Problem to work on: Lines in the listing below that contain the string "West" are to be found and copied.

──────

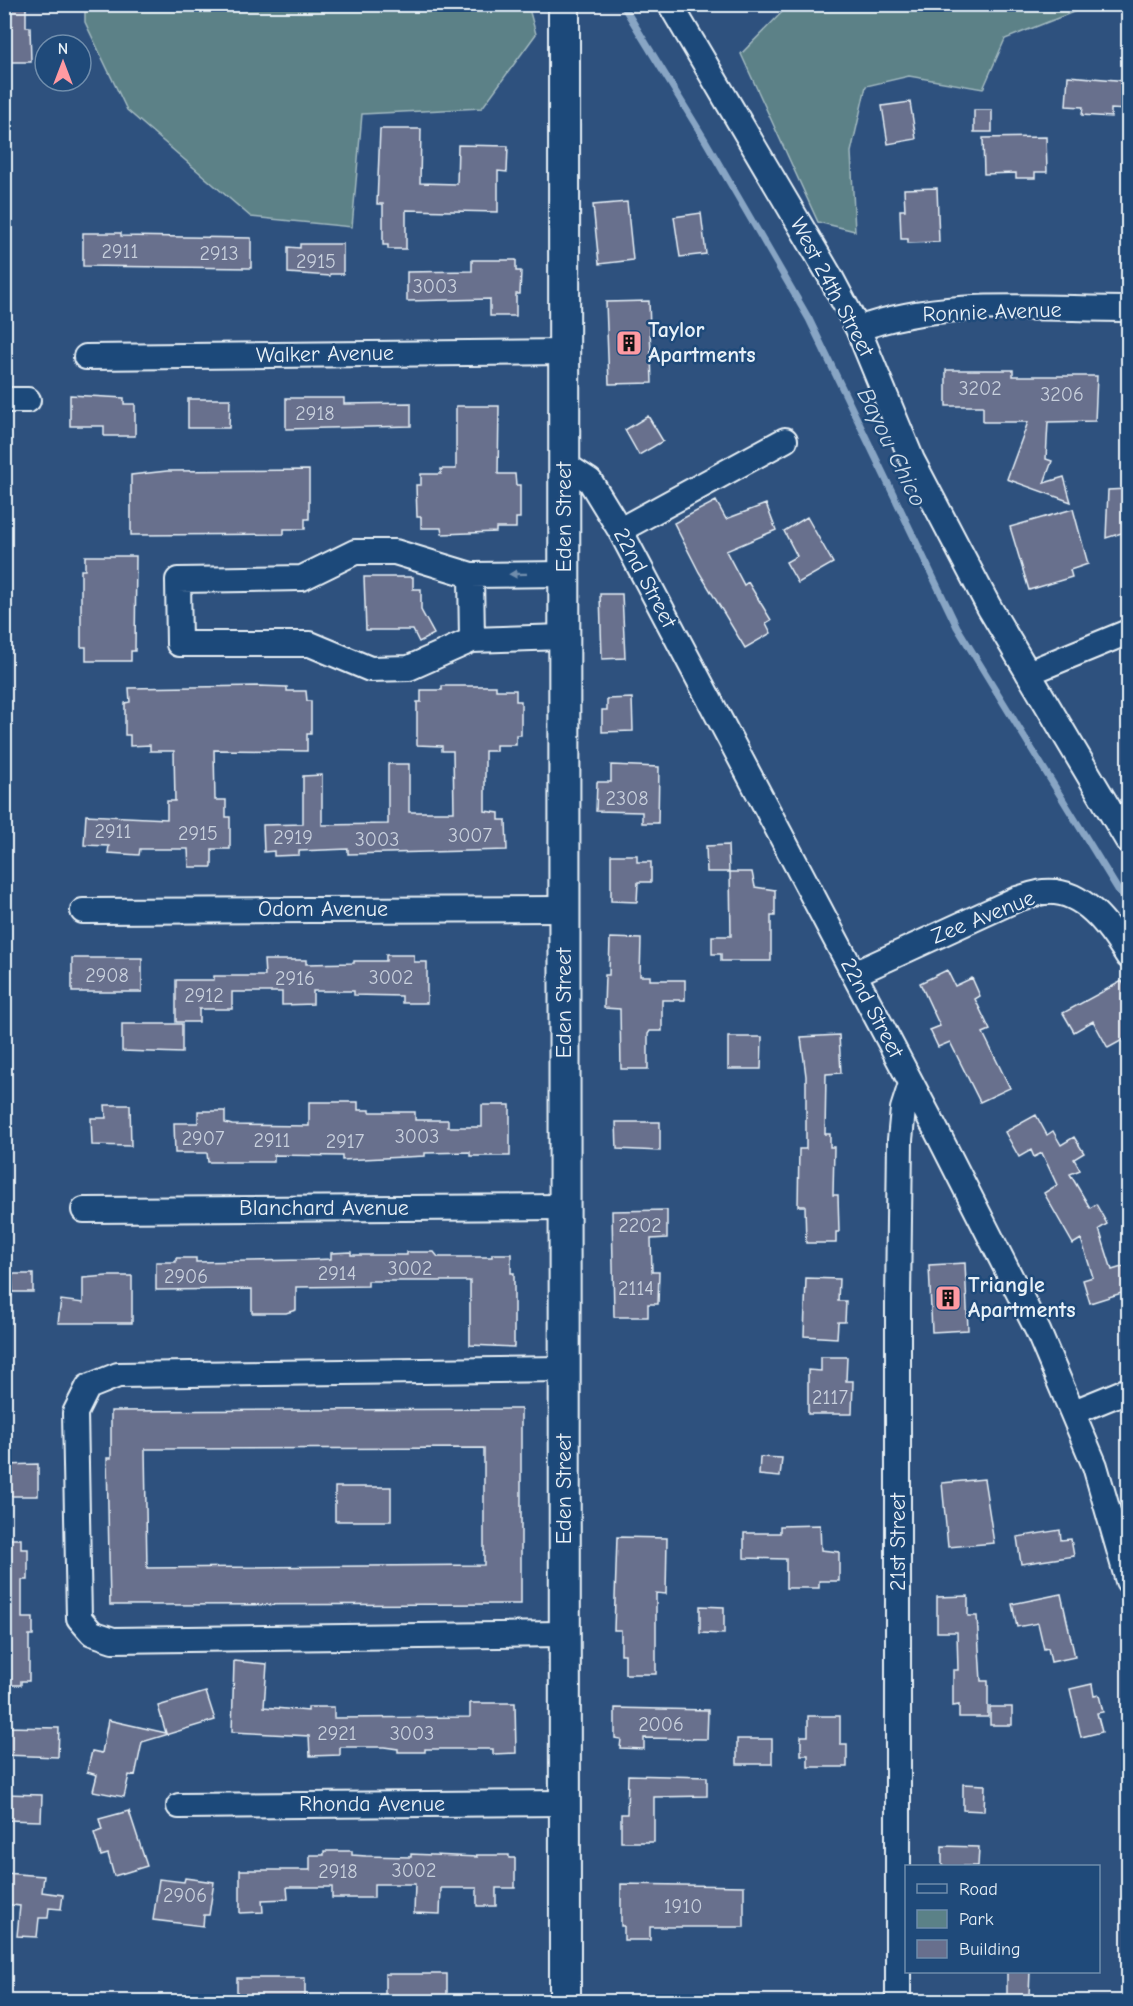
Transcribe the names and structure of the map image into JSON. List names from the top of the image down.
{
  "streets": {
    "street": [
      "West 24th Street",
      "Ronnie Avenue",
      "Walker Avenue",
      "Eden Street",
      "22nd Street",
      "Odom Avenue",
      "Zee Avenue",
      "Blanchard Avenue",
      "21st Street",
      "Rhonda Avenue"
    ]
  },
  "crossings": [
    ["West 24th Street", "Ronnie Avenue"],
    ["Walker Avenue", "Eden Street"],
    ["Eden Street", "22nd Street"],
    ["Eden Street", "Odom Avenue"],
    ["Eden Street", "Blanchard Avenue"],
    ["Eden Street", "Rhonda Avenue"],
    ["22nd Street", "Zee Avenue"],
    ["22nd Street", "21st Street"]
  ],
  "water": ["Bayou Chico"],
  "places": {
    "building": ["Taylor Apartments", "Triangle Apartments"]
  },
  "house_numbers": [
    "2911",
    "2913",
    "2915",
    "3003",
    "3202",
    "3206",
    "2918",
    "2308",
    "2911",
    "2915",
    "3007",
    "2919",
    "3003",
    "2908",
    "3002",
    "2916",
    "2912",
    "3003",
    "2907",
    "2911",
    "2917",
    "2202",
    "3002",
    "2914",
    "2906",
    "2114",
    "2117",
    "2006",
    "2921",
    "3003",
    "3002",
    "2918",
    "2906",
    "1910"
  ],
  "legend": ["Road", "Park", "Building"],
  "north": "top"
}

──────

Completed exercise:
      "West 24th Street",
    ["West 24th Street", "Ronnie Avenue"],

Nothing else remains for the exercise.